How to revive Hyderabad cricket – Part XII

Reviving Hyderabad Cricket: A One-Man Crusade Against A Rotten Empire

Interestingly, some episodes in this series have featured cricketers whose involvement in the murky politics of the state cricket association—through lobbying, backroom deals, and profiteering—may have upset many. Their actions arguably contributed to the decline of the game. Yet, my decision to feature them was deliberate: they once played for the state and zonal teams, and their stories are part of the larger narrative. As a journalist, I won’t shy away from criticism.

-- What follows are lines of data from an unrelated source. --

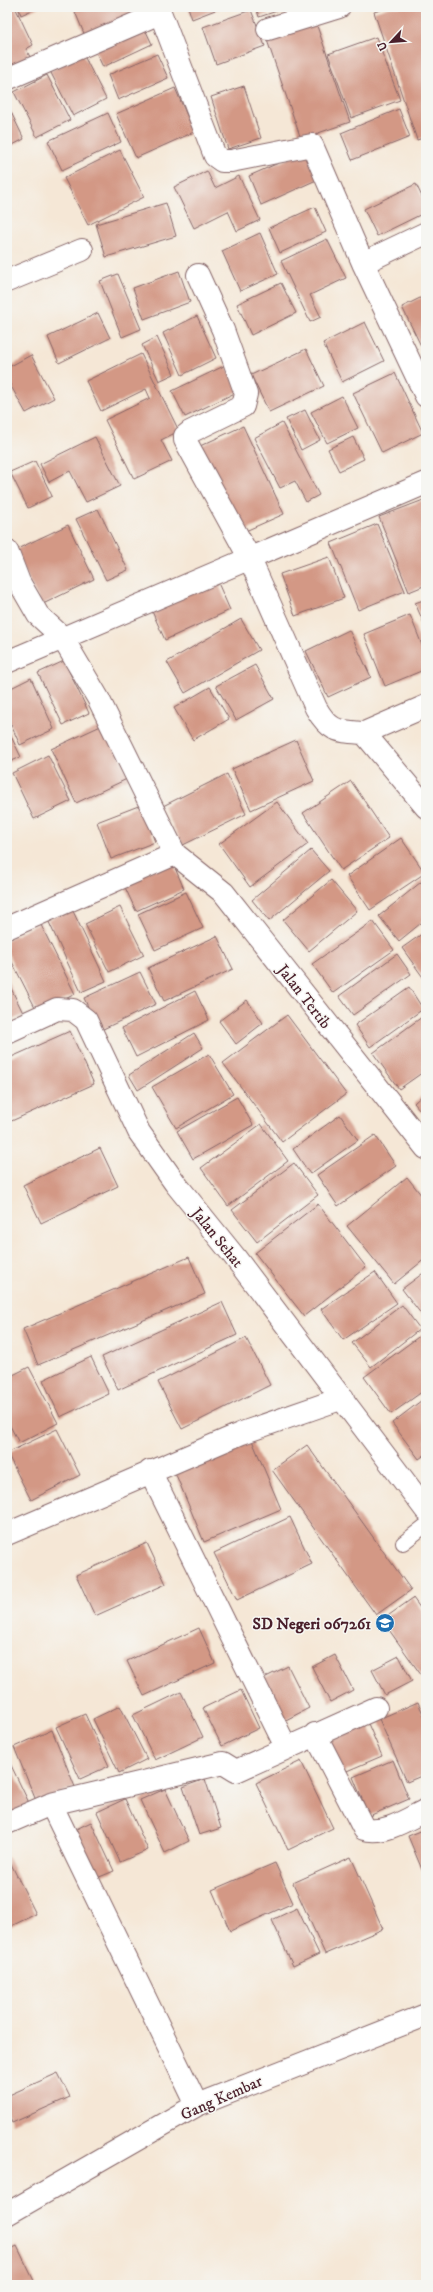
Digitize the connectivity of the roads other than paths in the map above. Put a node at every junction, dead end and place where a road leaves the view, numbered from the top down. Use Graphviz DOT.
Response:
graph roads {
  1 [pos="339,7"];
  2 [pos="159,10"];
  3 [pos="268,29"];
  4 [pos="7,79"];
  5 [pos="426,233"];
  6 [pos="82,250"];
  7 [pos="363,262"];
  8 [pos="198,275"];
  9 [pos="7,281"];
  10 [pos="426,396"];
  11 [pos="426,483"];
  12 [pos="7,551"];
  13 [pos="250,557"];
  14 [pos="62,637"];
  15 [pos="7,662"];
  16 [pos="426,706"];
  17 [pos="364,733"];
  18 [pos="426,807"];
  19 [pos="175,854"];
  20 [pos="7,928"];
  21 [pos="7,1032"];
  22 [pos="426,1148"];
  23 [pos="343,1398"];
  24 [pos="150,1471"];
  25 [pos="418,1486"];
  26 [pos="426,1510"];
  27 [pos="426,1525"];
  28 [pos="7,1534"];
  29 [pos="403,1543"];
  30 [pos="376,1708"];
  31 [pos="315,1734"];
  32 [pos="286,1747"];
  33 [pos="51,1804"];
  34 [pos="426,1810"];
  35 [pos="7,1823"];
  36 [pos="426,2015"];
  37 [pos="196,2105"];
  38 [pos="7,2214"];
  1 -- 3 [label="street"];
  2 -- 4 [label="street"];
  2 -- 7 [label="street"];
  5 -- 7 [label="street"];
  6 -- 9 [label="street"];
  7 -- 10 [label="street"];
  8 -- 13 [label="street"];
  11 -- 13 [label="street"];
  12 -- 14 [label="street"];
  13 -- 14 [label="street"];
  13 -- 17 [label="street"];
  14 -- 15 [label="street"];
  14 -- 19 [label="street"];
  16 -- 17 [label="street"];
  17 -- 18 [label="street"];
  19 -- 20 [label="street"];
  19 -- 22 [label="street, Jalan Tertib"];
  21 -- 23 [label="street, Jalan Sehat"];
  23 -- 24 [label="street"];
  23 -- 25 [label="street, Jalan Sehat"];
  24 -- 28 [label="street"];
  24 -- 32 [label="street"];
  25 -- 26 [label="street, Jalan Sehat"];
  27 -- 29 [label="lane"];
  30 -- 31 [label="street"];
  31 -- 32 [label="street"];
  31 -- 34 [label="street"];
  32 -- 33 [label="street"];
  33 -- 35 [label="street"];
  33 -- 37 [label="street"];
  36 -- 37 [label="street, Gang Kembar"];
  37 -- 38 [label="street, Gang Kembar"];
}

I will offer them a fair chance to respond, and will publish their rebuttals if they choose to correct or counter what they perceive as misrepresentation. – Author

MS Shanker

Continuing this pursuit of unmasking the real and forgotten contributors to Hyderabad cricket, this week I turn the spotlight on a quiet warrior—Kammela Saibaba.

He never played for India, barely featured for the Hyderabad and Andhra Ranji teams, and had a modest playing career at the U-16 and U-19 levels. But don’t let the stats fool you. Saibaba’s impact on the game has been far deeper and nobler than those who used the sport as a ladder to fame, fortune, and infamy.

A proud alumnus of the prestigious Nizam College and former captain of Osmania University’s cricket team in the All-India Inter-University tournaments, Saibaba was also a member of the Hyderabad Cricket Association’s (HCA) Management Committee when Hyderabad won its first and only Ranji Trophy under M.V. Narasimha Rao, post-independence.

But his true legacy began when he leased out a neglected, swampy piece of land once part of a water body—Masab Tank—to launch the Sports Coaching Foundation (SCF). Decades before the words “grassroots development” became buzzwords, Saibaba was quietly building exactly that.

Unlike the flashy ex-players who set up academies merely to curry favour with the state association—turning into power brokers rather than grooming tiny-tots into future cricketers—Saibaba’s SCF was a non-profit venture dedicated to underprivileged children. Ironically, some of the best players who emerged from Hyderabad did so not because of these rogue academies, but despite them—thanks to sheer talent and luck.

In contrast, Saibaba didn’t just coach his wards—he clothed them, fed them, mentored them, and shielded them from being devoured by a corrupt system. He roped in bureaucrats, found a few kind-hearted philanthropists to support the cause, and toiled daily on the ground. So did his wife—watering pitches herself when the groundsmen didn’t show up.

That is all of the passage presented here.